- Born: 18 January 1904 Trelleborg
- Died: 4 November 1985 (aged 81) Uppsala
- Education: Uppsala University
- Scientific career
- Fields: mycology, botany
- Workplaces: Uppsala University
- Author abbrev. (botany): Nannf.

Signature

= John Axel Nannfeldt =

Swedish botanist and mycologist

John-Axel Nannfeldt (baptized Johan Axel Frithiof Nannfeldt), born 18 January 1904 in Trelleborg and deceased 4 November 1985 in Uppsala, was a Swedish botanist and mycologist.

Nannfeldt studied natural history at the University of Uppsala and obtained a doctorate degree in 1932. He became professor of botany at Uppsala University in 1939, a position he held until his retirement in 1970. He did numerous studies on the systematics of fungi and vascular plants. Among the groups he treated were the plant pathogenic rust fungi, smut fungi and Exobasidium.
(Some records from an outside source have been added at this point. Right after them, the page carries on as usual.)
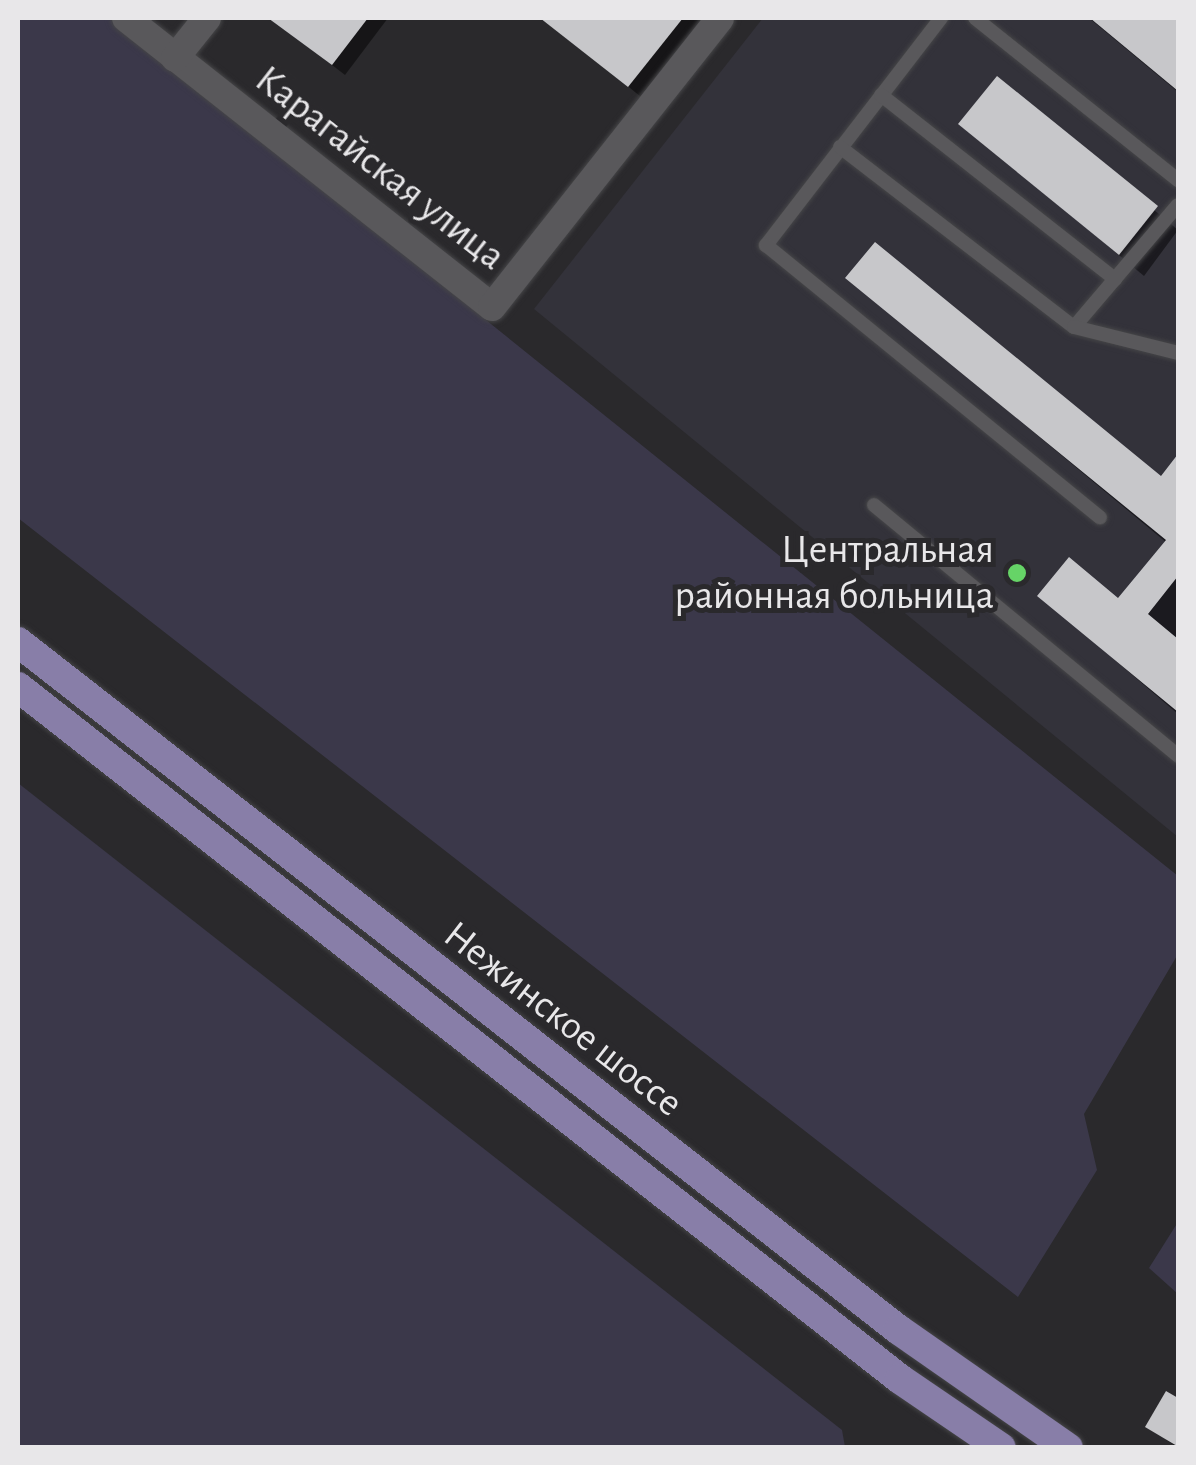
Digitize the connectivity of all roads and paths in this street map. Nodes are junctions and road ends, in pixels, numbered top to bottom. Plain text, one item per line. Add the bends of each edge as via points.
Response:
1 (126, 18) edge
2 (207, 18) edge
3 (720, 18) edge
4 (941, 18) edge
5 (975, 18) edge
6 (174, 58) junction
7 (881, 95) junction
8 (840, 148) junction
9 (1178, 180) edge
10 (1178, 205) edge
11 (1115, 279) junction
12 (1074, 327) junction
13 (1178, 352) edge
14 (874, 505) dead end
15 (1100, 516) dead end
16 (18, 642) edge
17 (18, 688) edge
18 (1178, 756) edge
19 (1002, 1448) edge
20 (1068, 1448) edge

1 - 6 street, Карагайская улица
2 - 6 street
3 - 6 street, Карагайская улица via 492,307
4 - 7 lane
5 - 9 lane
7 - 8 lane
7 - 11 lane
8 - 12 lane
8 - 15 lane via 766,245
10 - 11 lane
11 - 12 lane
12 - 13 lane
14 - 18 lane
16 - 20 main road, Нежинское шоссе via 899,1330
17 - 19 main road, Нежинское шоссе via 884,1367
He also treated taxonomy and biogeography of various groups of vascular plants, e.g. the arctic Poa laxa complex.

Nannfeldt published the exsiccata work Fungi Exsiccati Suecici, praesertim Upsalienses together with Lennart Holm and others.

He was elected member no. 983 of the Royal Swedish Academy of Sciences in 1955.
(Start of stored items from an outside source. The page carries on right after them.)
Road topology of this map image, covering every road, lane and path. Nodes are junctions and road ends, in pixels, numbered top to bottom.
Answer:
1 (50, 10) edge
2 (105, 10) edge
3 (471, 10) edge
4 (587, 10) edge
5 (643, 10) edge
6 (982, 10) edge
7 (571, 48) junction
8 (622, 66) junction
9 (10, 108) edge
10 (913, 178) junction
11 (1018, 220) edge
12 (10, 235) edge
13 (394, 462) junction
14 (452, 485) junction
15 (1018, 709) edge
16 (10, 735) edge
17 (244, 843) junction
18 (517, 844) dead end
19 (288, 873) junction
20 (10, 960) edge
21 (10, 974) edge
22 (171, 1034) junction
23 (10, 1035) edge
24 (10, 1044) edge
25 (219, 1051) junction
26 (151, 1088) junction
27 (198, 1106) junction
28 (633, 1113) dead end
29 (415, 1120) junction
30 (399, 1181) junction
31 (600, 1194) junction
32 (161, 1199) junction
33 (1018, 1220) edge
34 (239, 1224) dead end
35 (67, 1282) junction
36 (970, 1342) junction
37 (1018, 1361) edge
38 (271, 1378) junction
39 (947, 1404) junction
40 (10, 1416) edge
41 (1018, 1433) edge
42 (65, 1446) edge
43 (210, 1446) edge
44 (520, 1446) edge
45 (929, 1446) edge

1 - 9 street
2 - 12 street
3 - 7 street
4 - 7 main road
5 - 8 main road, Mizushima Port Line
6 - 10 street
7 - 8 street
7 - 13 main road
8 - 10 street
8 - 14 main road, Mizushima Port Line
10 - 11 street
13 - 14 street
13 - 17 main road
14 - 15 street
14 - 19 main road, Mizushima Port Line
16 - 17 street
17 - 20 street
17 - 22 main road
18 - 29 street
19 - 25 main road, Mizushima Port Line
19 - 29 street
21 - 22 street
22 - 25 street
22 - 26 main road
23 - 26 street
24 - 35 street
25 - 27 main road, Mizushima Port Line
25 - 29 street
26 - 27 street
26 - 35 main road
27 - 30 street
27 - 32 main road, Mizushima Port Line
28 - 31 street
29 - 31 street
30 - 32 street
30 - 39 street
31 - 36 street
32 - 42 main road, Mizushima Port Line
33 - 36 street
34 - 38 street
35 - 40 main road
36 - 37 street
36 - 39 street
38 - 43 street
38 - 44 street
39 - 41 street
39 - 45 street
The fungal genus Nannfeldtiella was named in his honour by Franz Petrak in 1947, (now listed as a synonym of Pseudombrophila aggregata (Eckblad) Harmaja.) then in 1960, mycologist Richard P. Korf circumscribed Jafnea, which is a genus of fungi in the family Pyronemataceae.
The species of cup fungus, Plectania nannfeldtii was also named in 1968.